El Power Judicial sufrió uno de los más violentos terremotos cuando "Charlie", el gato de la Corte Suprema, fue exonerado del máximo tribunal del país, en julio de 1987.
La operación secreta que terminó con el felino ronroneando en el 21° Juzgado Civil de Santiago -donde no dejó ratón vivo- la encabezó una actuaria del mencionado tribunal, que fue apoyada por gendarmes.
El micifuz fue removido de su cargo -el de dormir a pata suelta en uno de los escaños del Palacio de los Tribunales y arrasar con pericotes- por expresa petición del entonces mandamás de la Corte Suprema, Rafael Retamal.
El desalojo del gatúbelo provocó conmoción en los Tribunales, por cuanto se supo que la "Operación Charlie" se debía a que varios "Supremos" eran alérgicos a los pelos que sueltan estos animalitos.
Por lo mismo es que el jueves 9 de julio una actuaria del 21° Juzgado Civil de la capital tomó entre sus brazos al "minino supremo" y se lo llevó a su tribunal.
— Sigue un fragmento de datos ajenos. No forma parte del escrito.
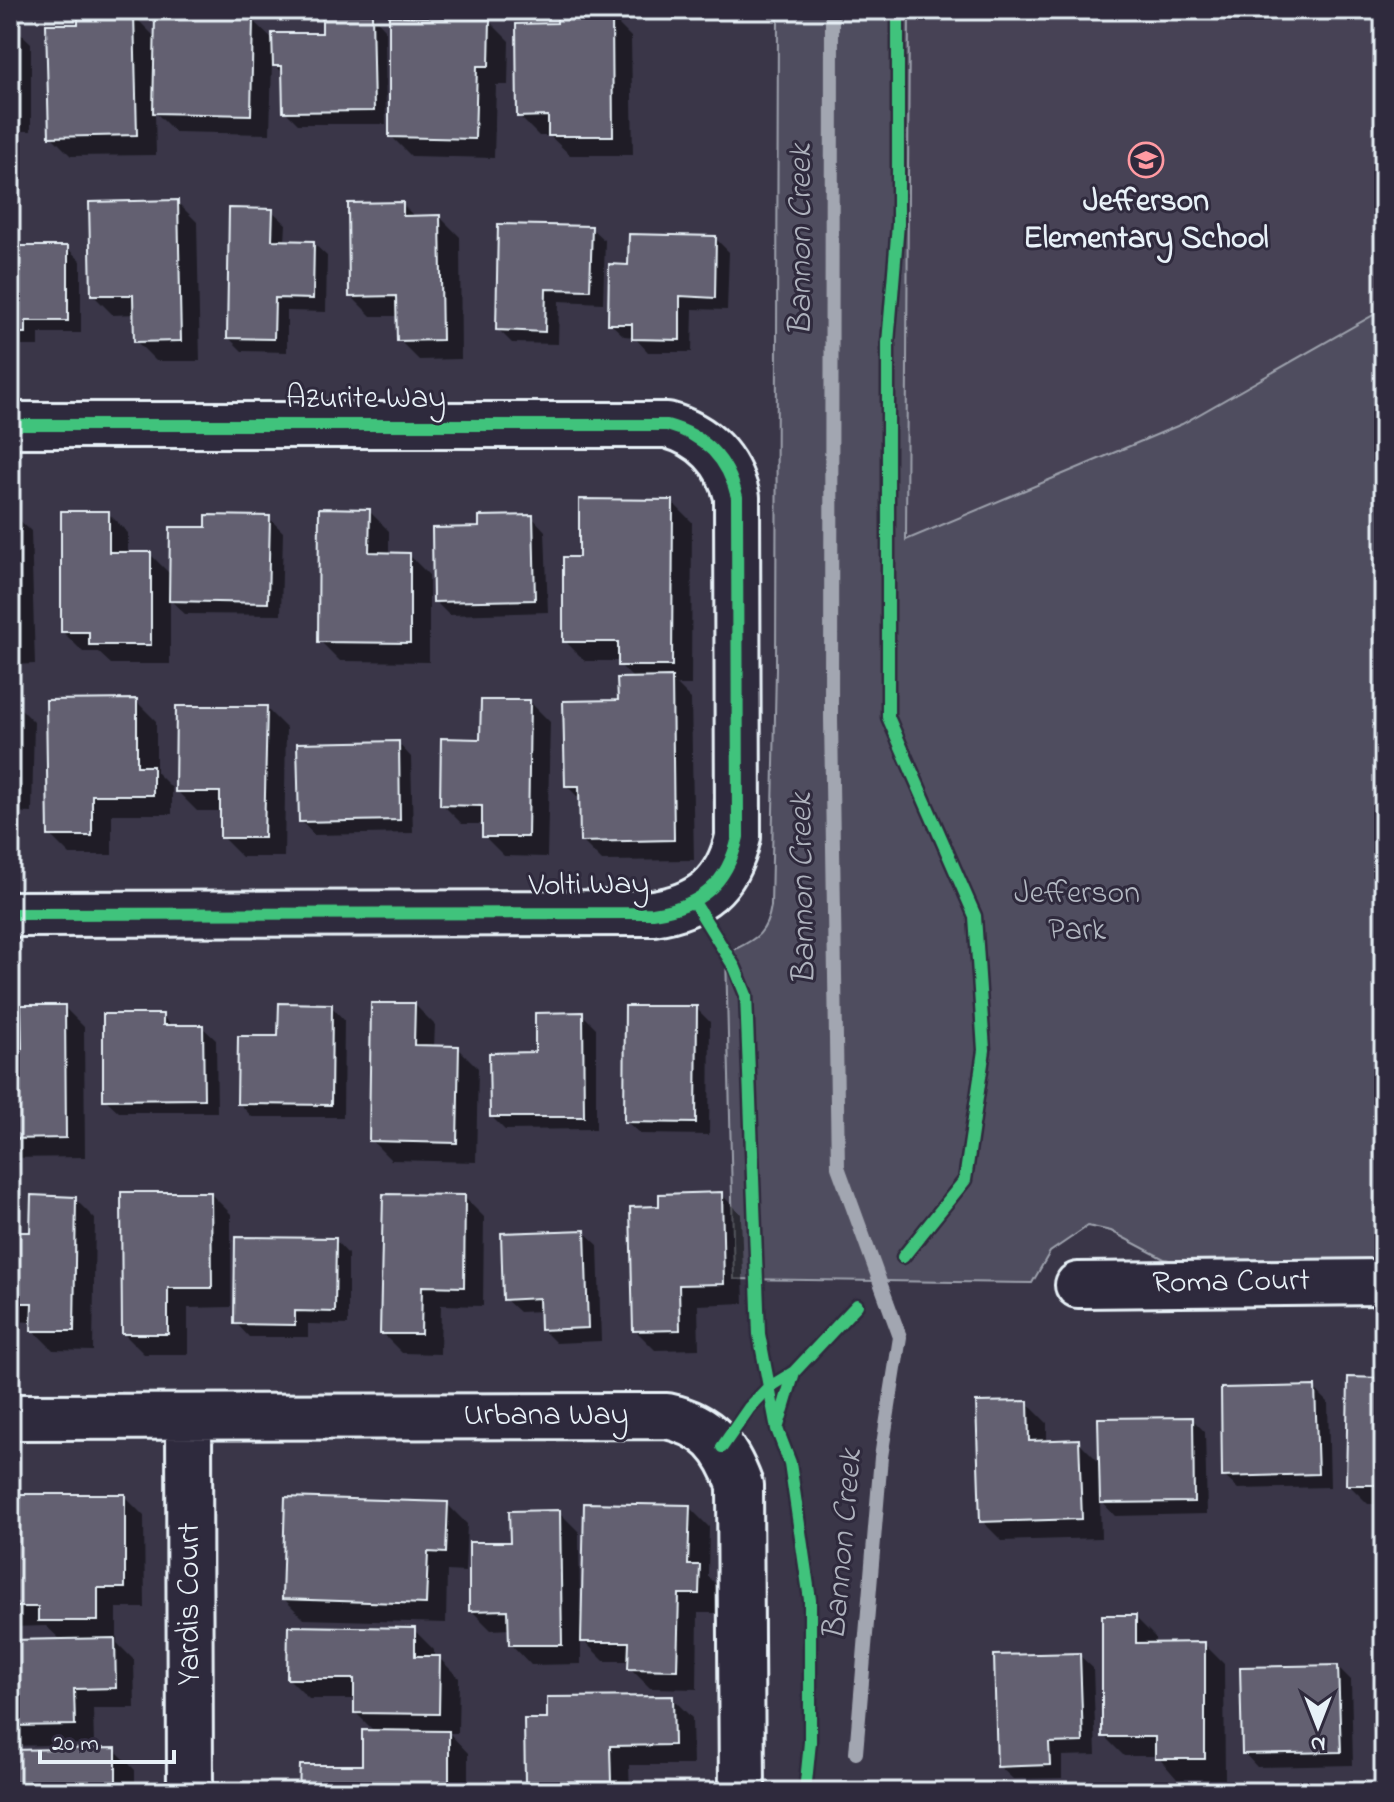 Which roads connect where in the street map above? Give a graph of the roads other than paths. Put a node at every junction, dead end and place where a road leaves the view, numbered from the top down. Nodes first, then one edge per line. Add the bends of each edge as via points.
1 (10, 425) edge
2 (715, 450) joint
3 (10, 914) edge
4 (1384, 1282) edge
5 (1078, 1285) dead end
6 (10, 1417) edge
7 (189, 1417) junction
8 (190, 1792) edge
9 (742, 1792) edge

1 - 2 street, Azurite Way via 667,425
2 - 3 street, Volti Way via 733,479 737,497 738,837 720,881 694,902 653,913
4 - 5 street, Roma Court
6 - 7 street, Urbana Way
7 - 8 street, Yardis Court
7 - 9 street, Urbana Way via 667,1416 707,1432 731,1461 740,1485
La Cuarta se enteró que el gaturri también fue mandado a cambiar debido a que su nombre era igualito al que los soldados yanquis dieron al Vietcong durante la Guerra de Viet-nam, por lo que teclos de la Suprema se pasaban el rollo de que el felino era infiltrado del "Manuel Rodríguez" (FPMR) y que su presencia representaba una amenaza terrorista.
Tanto los periodistas como funcionarios del Palacio de los Tribunales respiraron más tranquilos, ya que temían por la suerte de la mascota luego de varias amenazas de eliminación impartidas a nivel superior.
Finalmente, el "thundercat" en-contró su nuevo hogar en el 21° Juzgado Civil, donde lo recibieron con una tortilla de guarenes de cola pelada y un borgoña de leche.